Write-up published
Resolved
28th July 2023
On Friday 21st July at 12:25 UTC a code fault led to all webhook endpoints being disabled for partners and merchants, preventing the delivery of all webhook notifications.
The affected webhook endpoints were re-enabled on 23rd July at 10:01 UTC, at which point webhook notifications resumed. The webhook notifications for events that had been missed during the outage were sent to integrators between 17:00 and 19:00 UTC on 23rd July.
We understand that webhook notifications are a critical part of many partners’ and customers’ workflows and we apologise for the disruption caused as a result of this incident.
Our production environment was affected, our sandbox environment was not affected.
Payments, uptime and email notifications were unaffected by this incident.
A code fault was introduced during a routine change to an internal task that closes unused accounts. The task disables all webhook endpoints on the account that is being closed. As part of the change we introduced a fault that disabled all webhook endpoints in the database rather than just the webhook endpoints associated with the account. Our automated tests did not test this scenario and so did not catch the fault. The faulty code change was deployed at 11:57 UTC on 21st July and the task was next run at 12:25 UTC on the same day, which triggered the outage.
A gap in our monitoring meant that we were not alerted that we had stopped sending webhooks. Our events infrastructure is used to trigger webhooks, emails and various internal processes. The events infrastructure continued to work as expected throughout the incident and only webhooks were affected. The vast majority of our monitoring is on the events pipeline and we did not have sufficient monitoring on the specific webhook sending component.
We became aware of the problem late on Saturday 22nd July. Our on-call teams promptly escalated the incident and the necessary domain experts joined the incident response early on the morning of Sunday 23rd July. We were able to quickly debug the issue, revert the fault, and restore the disabled webhook endpoints. This resumed webhook notifications for all integrators at 10:01 UTC on 23rd July.
Once we had resumed notifications we identified the events that had not been sent as a result of the outage. We sent webhooks notifications containing these events to integrators between 17:00 and 19:00 UTC on 23rd July. This resolved the incident.
As a result of this incident we are making a number of changes:
We have added automated tests to protect against this fault reoccurring in the task to close accounts.

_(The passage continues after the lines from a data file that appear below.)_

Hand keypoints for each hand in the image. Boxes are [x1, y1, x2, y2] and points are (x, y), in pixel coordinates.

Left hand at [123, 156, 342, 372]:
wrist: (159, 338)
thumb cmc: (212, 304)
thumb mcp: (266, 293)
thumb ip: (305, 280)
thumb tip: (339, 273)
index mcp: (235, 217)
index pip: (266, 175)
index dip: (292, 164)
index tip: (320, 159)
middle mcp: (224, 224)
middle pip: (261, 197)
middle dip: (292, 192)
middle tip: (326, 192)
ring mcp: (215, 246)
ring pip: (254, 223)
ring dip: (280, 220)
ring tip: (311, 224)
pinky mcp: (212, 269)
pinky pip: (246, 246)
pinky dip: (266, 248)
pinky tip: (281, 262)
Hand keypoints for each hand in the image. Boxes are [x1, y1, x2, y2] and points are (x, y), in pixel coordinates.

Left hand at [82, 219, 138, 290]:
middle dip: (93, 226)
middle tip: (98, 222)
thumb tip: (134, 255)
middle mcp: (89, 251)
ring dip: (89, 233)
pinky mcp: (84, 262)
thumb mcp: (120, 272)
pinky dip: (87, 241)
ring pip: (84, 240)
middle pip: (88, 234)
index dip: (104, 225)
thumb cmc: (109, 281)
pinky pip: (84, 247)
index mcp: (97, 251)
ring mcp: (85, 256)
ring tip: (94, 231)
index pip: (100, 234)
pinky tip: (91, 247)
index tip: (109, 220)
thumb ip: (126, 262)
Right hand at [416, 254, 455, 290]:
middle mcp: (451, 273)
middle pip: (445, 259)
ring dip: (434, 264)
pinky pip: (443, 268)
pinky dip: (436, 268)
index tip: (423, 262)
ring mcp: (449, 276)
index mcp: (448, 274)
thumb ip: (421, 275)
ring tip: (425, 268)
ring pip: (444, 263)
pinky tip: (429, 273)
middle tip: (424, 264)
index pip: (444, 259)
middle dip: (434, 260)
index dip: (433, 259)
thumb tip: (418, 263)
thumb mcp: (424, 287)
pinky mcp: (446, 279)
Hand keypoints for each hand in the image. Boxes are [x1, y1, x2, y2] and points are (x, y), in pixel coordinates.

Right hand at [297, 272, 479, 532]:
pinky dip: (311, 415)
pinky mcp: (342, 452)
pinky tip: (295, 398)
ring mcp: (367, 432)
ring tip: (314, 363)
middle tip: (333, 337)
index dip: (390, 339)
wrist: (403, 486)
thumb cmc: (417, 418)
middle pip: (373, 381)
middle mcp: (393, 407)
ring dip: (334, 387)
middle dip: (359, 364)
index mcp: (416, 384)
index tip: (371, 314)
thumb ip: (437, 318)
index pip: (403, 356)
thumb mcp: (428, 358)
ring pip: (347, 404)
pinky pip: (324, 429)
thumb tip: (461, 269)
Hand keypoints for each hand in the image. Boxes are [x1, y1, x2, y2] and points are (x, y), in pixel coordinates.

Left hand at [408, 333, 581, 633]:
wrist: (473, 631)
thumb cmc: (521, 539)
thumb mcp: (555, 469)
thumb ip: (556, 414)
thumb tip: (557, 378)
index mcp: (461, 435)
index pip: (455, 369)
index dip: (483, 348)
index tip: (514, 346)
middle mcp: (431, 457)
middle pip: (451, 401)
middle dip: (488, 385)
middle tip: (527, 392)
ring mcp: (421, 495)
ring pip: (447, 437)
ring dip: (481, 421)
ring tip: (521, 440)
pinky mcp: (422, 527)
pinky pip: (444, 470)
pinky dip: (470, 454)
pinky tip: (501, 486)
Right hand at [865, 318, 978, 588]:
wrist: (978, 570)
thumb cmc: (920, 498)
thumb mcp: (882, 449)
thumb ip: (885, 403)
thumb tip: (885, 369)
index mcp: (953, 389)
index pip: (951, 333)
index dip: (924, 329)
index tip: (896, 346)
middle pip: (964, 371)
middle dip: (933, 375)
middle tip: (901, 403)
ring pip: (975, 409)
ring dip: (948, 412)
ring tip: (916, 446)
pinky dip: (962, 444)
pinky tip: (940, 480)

We have added new alerts on webhook throughput metrics that would have identified this issue much sooner.
We are reviewing our escalation procedures to ensure our on-call engineers are able to escalate to the necessary domain experts at all hours.
We are investigating stronger controls on database queries that are not scoped to individual customer accounts.
All times in UTC
2023-07-21
11:57 We merged and deployed the change containing the code fault
12:25 We ran the task containing the fault that triggered the outage
2023-07-22
23:25 We were alerted to the issue and our on-call team updated the status page
2023-07-23
07:18 We discovered the root cause of the incident
08:06 We reverted the fault that caused the outage
10:01 We reactivated the disabled webhook endpoints and webhook delivery resumed
17:00 We started sending webhook notifications for events that were missed during the outage
19:00 We completed sending webhook notifications for events that were missed during the outage
Resolved
The issue has been resolved. Our monitoring shows that webhooks have been stable since yesterday. We have successfully resubmitted all missed events.
Monitoring
The replay of missed events is now complete. We will conduct some checks to verify that it ran correctly.
Monitoring
We kicked off a replay of missed events. This started around 17:00 UTC (18:00 BST). Integrator webhooks are now getting invoked with events starting from Friday when the incident began.
Identified
The issue has been fixed. Webhooks are now operational. New event notifications are getting delivered via webhooks. We are working on replaying/resubmitting all missed events since the incident began on Friday.
Identified
We experienced an issue where roughly 3/4 of webhook notifications were not delivered since Friday afternoon. The cause of the issue has been identified. A fix in progress.
Identified
We experienced an issue where roughly 3/4 of webhook notifications were not delivered since Friday afternoon. The cause of the issue has been identified. A fix in progress.
Investigating
Our engineers are still investigating the issue. A large number of webhook notifications are still not getting sent.
All other components are operational. Payments and mandates are unaffected by this incident. Events can still be queried via the API.
Investigating
We are continuing to investigate. The issue started on Friday 21 July around 13:30 UTC.
Investigating
We are experiencing issues with our integration webhooks. Our engineers are investigating the problem.